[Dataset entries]
-------------------------

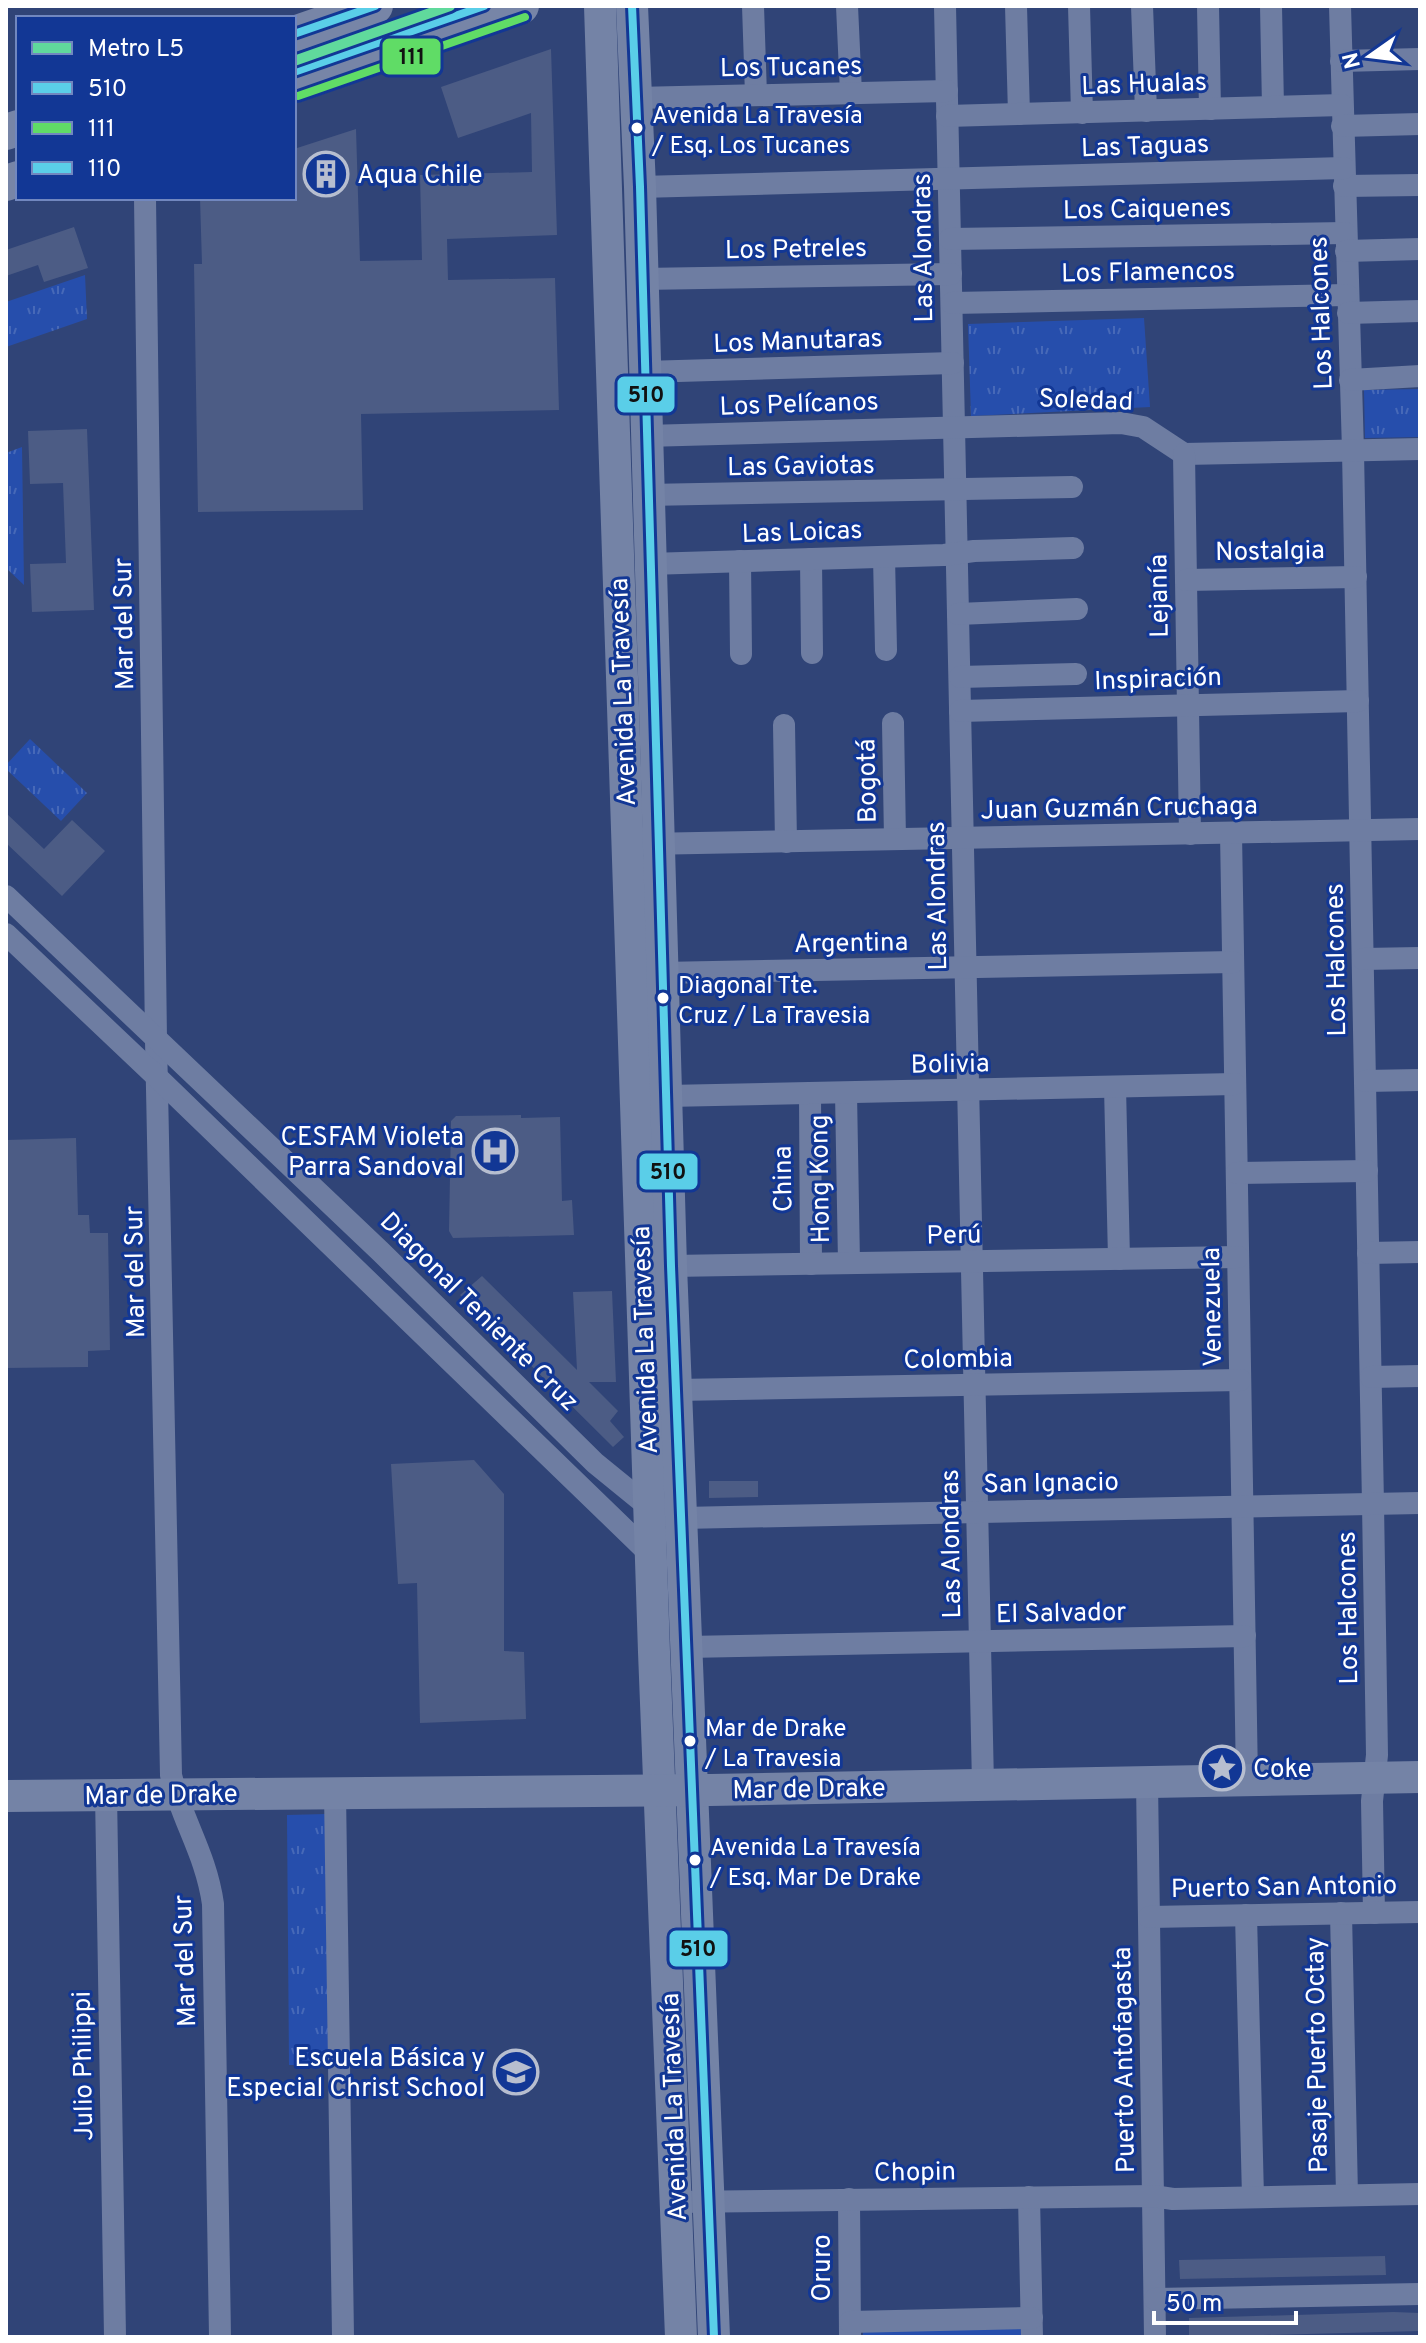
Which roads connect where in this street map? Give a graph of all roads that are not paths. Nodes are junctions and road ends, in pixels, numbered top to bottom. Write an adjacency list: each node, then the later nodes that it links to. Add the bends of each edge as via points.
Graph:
1 (375, 6): 14 (main road)
2 (521, 6): 17 (main road)
3 (600, 6): 82 (street, Avenida La Travesía)
4 (632, 6): 21 (street, Avenida La Travesía)
5 (753, 6): 20 (street)
6 (847, 6): 19 (street)
7 (945, 6): 18 (street, Las Alondras)
8 (1016, 6): 26 (street)
9 (1079, 6): 25 (street)
10 (1142, 6): 24 (street)
11 (1208, 6): 23 (street)
12 (1271, 6): 22 (street)
13 (1340, 6): 16 (street, Los Halcones)
14 (296, 33)
15 (1420, 59): 16 (street)
16 (1341, 61): 27 (street, Los Halcones)
17 (296, 84)
18 (947, 91): 19 (street, Los Tucanes); 28 (street, Las Alondras)
19 (851, 93): 20 (street, Los Tucanes)
20 (756, 95): 21 (street, Los Tucanes)
21 (636, 98): 33 (street, Avenida La Travesía)
22 (1273, 107): 23 (street, Las Hualas); 27 (street, Las Hualas)
23 (1210, 109): 24 (street, Las Hualas)
24 (1146, 111): 25 (street, Las Hualas)
25 (1082, 113): 26 (street, Las Hualas)
26 (1019, 114): 28 (street, Las Hualas)
27 (1342, 115): 29 (street, Las Hualas); 30 (street, Los Halcones)
28 (947, 116): 31 (street, Las Alondras)
29 (1420, 124)
30 (1344, 177): 31 (street, Las Taguas); 32 (street, Las Taguas); 36 (street, Los Halcones)
31 (949, 179): 33 (street, Las Taguas); 35 (street, Las Alondras)
32 (1420, 185)
33 (640, 187): 39 (street, Avenida La Travesía)
34 (145, 200): 90 (street, Mar del Sur)
35 (950, 239): 36 (street, Los Caiquenes); 38 (street, Las Alondras)
36 (1345, 242): 37 (street, Los Caiquenes); 41 (street, Los Halcones)
37 (1420, 249)
38 (951, 274): 39 (street, Los Petreles); 40 (street, Las Alondras)
39 (642, 279): 44 (street, Avenida La Travesía)
40 (952, 303): 41 (street, Los Flamencos); 43 (street, Las Alondras)
41 (1347, 304): 42 (street, Los Flamencos); 46 (street, Los Halcones)
42 (1420, 311)
43 (953, 363): 44 (street, Los Manutaras); 47 (street, Las Alondras)
44 (644, 372): 48 (street, Avenida La Travesía)
45 (1420, 376): 46 (street)
46 (1350, 380): 50 (street, Los Halcones)
47 (954, 427): 48 (street, Los Pelícanos); 51 (street, Soledad, via 1132,424); 53 (street, Las Alondras)
48 (646, 436): 54 (street, Avenida La Travesía)
49 (1420, 449): 50 (street)
50 (1353, 451): 51 (street); 61 (street, Los Halcones)
51 (1184, 454): 62 (street, Lejanía)
52 (1072, 487): 53 (street, Las Gaviotas)
53 (955, 490): 54 (street, Las Gaviotas); 56 (street, Las Alondras)
54 (647, 495): 60 (street, Avenida La Travesía)
55 (1073, 548): 56 (street, Las Loicas)
56 (957, 554): 57 (street, Las Loicas); 64 (street, Las Alondras)
57 (884, 557): 58 (street, Las Loicas); 65 (street)
58 (811, 559): 59 (street, Las Loicas); 66 (street)
59 (740, 561): 60 (street, Las Loicas); 67 (street)
60 (649, 564): 82 (street, Avenida La Travesía)
61 (1356, 577): 62 (street, Nostalgia); 70 (street, Los Halcones)
62 (1186, 580): 71 (street, Lejanía)
63 (1077, 609): 64 (street)
64 (958, 614): 69 (street, Las Alondras)
65 (886, 650)
66 (812, 653)
67 (741, 654)
68 (1076, 674): 69 (street)
69 (960, 677): 72 (street, Las Alondras)
70 (1358, 701): 71 (street, Inspiración); 76 (street, Los Halcones)
71 (1188, 705): 72 (street, Inspiración); 78 (street, Lejanía)
72 (960, 711): 79 (street, Las Alondras)
73 (893, 723): 80 (street, Bogotá)
74 (784, 725): 81 (street)
75 (1420, 829): 76 (street, Juan Guzmán Cruchaga)
76 (1361, 830): 77 (street, Juan Guzmán Cruchaga); 86 (street, Los Halcones)
77 (1231, 833): 78 (street, Juan Guzmán Cruchaga); 87 (street, Venezuela)
78 (1190, 834): 79 (street, Juan Guzmán Cruchaga)
79 (963, 838): 80 (street, Juan Guzmán Cruchaga); 88 (street, Las Alondras)
80 (895, 839): 81 (street, Juan Guzmán Cruchaga)
81 (786, 842): 82 (street, Juan Guzmán Cruchaga)
82 (642, 844): 89 (street, Avenida La Travesía); 118 (street, Avenida La Travesía)
83 (6, 896): 90 (street, Diagonal Teniente Cruz)
84 (6, 934): 91 (street)
85 (1420, 958): 86 (street)
86 (1363, 959): 93 (street, Los Halcones)
87 (1233, 962): 88 (street, Argentina); 94 (street, Venezuela)
88 (966, 967): 89 (street, Argentina); 96 (street, Las Alondras)
89 (661, 973): 99 (street, Avenida La Travesía)
90 (156, 1040): 91 (street, Mar del Sur); 118 (street, Diagonal Teniente Cruz, via 595,1463)
91 (158, 1078): 121 (street); 132 (street, Mar del Sur)
92 (1420, 1080): 93 (street)
93 (1365, 1081): 100 (street, Los Halcones)
94 (1235, 1084): 95 (street, Bolivia); 101 (street, Venezuela)
95 (1115, 1087): 96 (street, Bolivia); 105 (street)
96 (968, 1091): 97 (street, Bolivia); 106 (street, Las Alondras)
97 (846, 1093): 98 (street, Bolivia); 107 (street, Hong Kong)
98 (810, 1094): 99 (street, Bolivia); 108 (street, China)
99 (667, 1096): 109 (street, Avenida La Travesía)
100 (1367, 1171): 101 (street); 103 (street, Los Halcones)
101 (1237, 1173): 104 (street, Venezuela)
102 (1420, 1252): 103 (street)
103 (1368, 1253): 111 (street, Los Halcones)
104 (1238, 1257): 105 (street, Perú); 112 (street, Venezuela)
105 (1119, 1259): 106 (street, Perú)
106 (972, 1261): 107 (street, Perú); 113 (street, Las Alondras)
107 (849, 1263): 108 (street, Perú)
108 (811, 1264): 109 (street, Perú)
109 (671, 1266): 114 (street, Avenida La Travesía)
110 (1420, 1376): 111 (street)
111 (1371, 1377): 116 (street, Los Halcones)
112 (1240, 1380): 113 (street, Colombia); 117 (street, Venezuela)
113 (975, 1385): 114 (street, Colombia); 119 (street, Las Alondras)
114 (676, 1390): 120 (street, Avenida La Travesía)
115 (1420, 1503): 116 (street, San Ignacio)
116 (1373, 1504): 117 (street, San Ignacio); 126 (street, Los Halcones)
117 (1243, 1506): 119 (street, San Ignacio); 122 (street, Venezuela)
118 (649, 1507): 120 (street, Diagonal Teniente Cruz); 121 (street, Avenida La Travesía)
119 (977, 1512): 120 (street, San Ignacio); 123 (street, Las Alondras)
120 (682, 1518): 124 (street, Avenida La Travesía)
121 (651, 1555): 131 (street, Avenida La Travesía)
122 (1245, 1636): 123 (street, El Salvador); 127 (street, Venezuela)
123 (980, 1641): 124 (street, El Salvador); 129 (street, Las Alondras)
124 (687, 1647): 130 (street, Avenida La Travesía)
125 (1420, 1777): 126 (street, Mar de Drake)
126 (1375, 1778): 127 (street, Mar de Drake); 138 (street, Los Halcones)
127 (1247, 1780): 128 (street, Mar de Drake)
128 (1147, 1782): 129 (street, Mar de Drake); 140 (street, Puerto Antofagasta)
129 (983, 1785): 130 (street, Mar de Drake)
130 (693, 1790): 131 (street, Mar de Drake); 147 (street, Avenida La Travesía)
131 (660, 1791): 133 (street, Mar de Drake); 148 (street, Avenida La Travesía)
132 (175, 1793): 133 (street, Mar de Drake); 134 (street, Mar de Drake); 154 (street, Mar del Sur, via 204,1860 213,1904)
133 (335, 1793): 155 (street)
134 (106, 1794): 135 (street, Mar de Drake); 153 (street, Julio Philippi)
135 (6, 1796)
136 (1420, 1912): 138 (street, Puerto San Antonio)
137 (1341, 1913): 138 (street, Puerto San Antonio); 139 (street, Puerto San Antonio); 142 (street, Pasaje Puerto Octay)
138 (1374, 1913)
139 (1246, 1915): 140 (street, Puerto San Antonio); 145 (street)
140 (1149, 1917): 143 (street, Puerto Antofagasta)
141 (1420, 2194): 142 (street, Chopin)
142 (1347, 2195): 145 (street, Chopin)
143 (1153, 2196): 144 (street, Chopin); 145 (street, Chopin); 150 (street, Puerto Antofagasta)
144 (1029, 2197): 146 (street, Chopin); 151 (street)
145 (1253, 2197)
146 (849, 2199): 147 (street, Chopin); 152 (street, Oruro)
147 (710, 2201): 148 (street, Chopin); 157 (street, Avenida La Travesía)
148 (677, 2202): 156 (street, Avenida La Travesía)
149 (1420, 2294): 150 (street)
150 (1155, 2299): 158 (street, Puerto Antofagasta)
151 (1032, 2328): 152 (street)
152 (850, 2329)
153 (115, 2337)
154 (220, 2337)
155 (343, 2337)
156 (681, 2337)
157 (714, 2337)
158 (1155, 2337)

-------------------------

WORK REQUIRED. Which lines in the records above contain the word "Argentina"? Copy each one.

EXERCISE ANSWER.
87 (1233, 962): 88 (street, Argentina); 94 (street, Venezuela)
88 (966, 967): 89 (street, Argentina); 96 (street, Las Alondras)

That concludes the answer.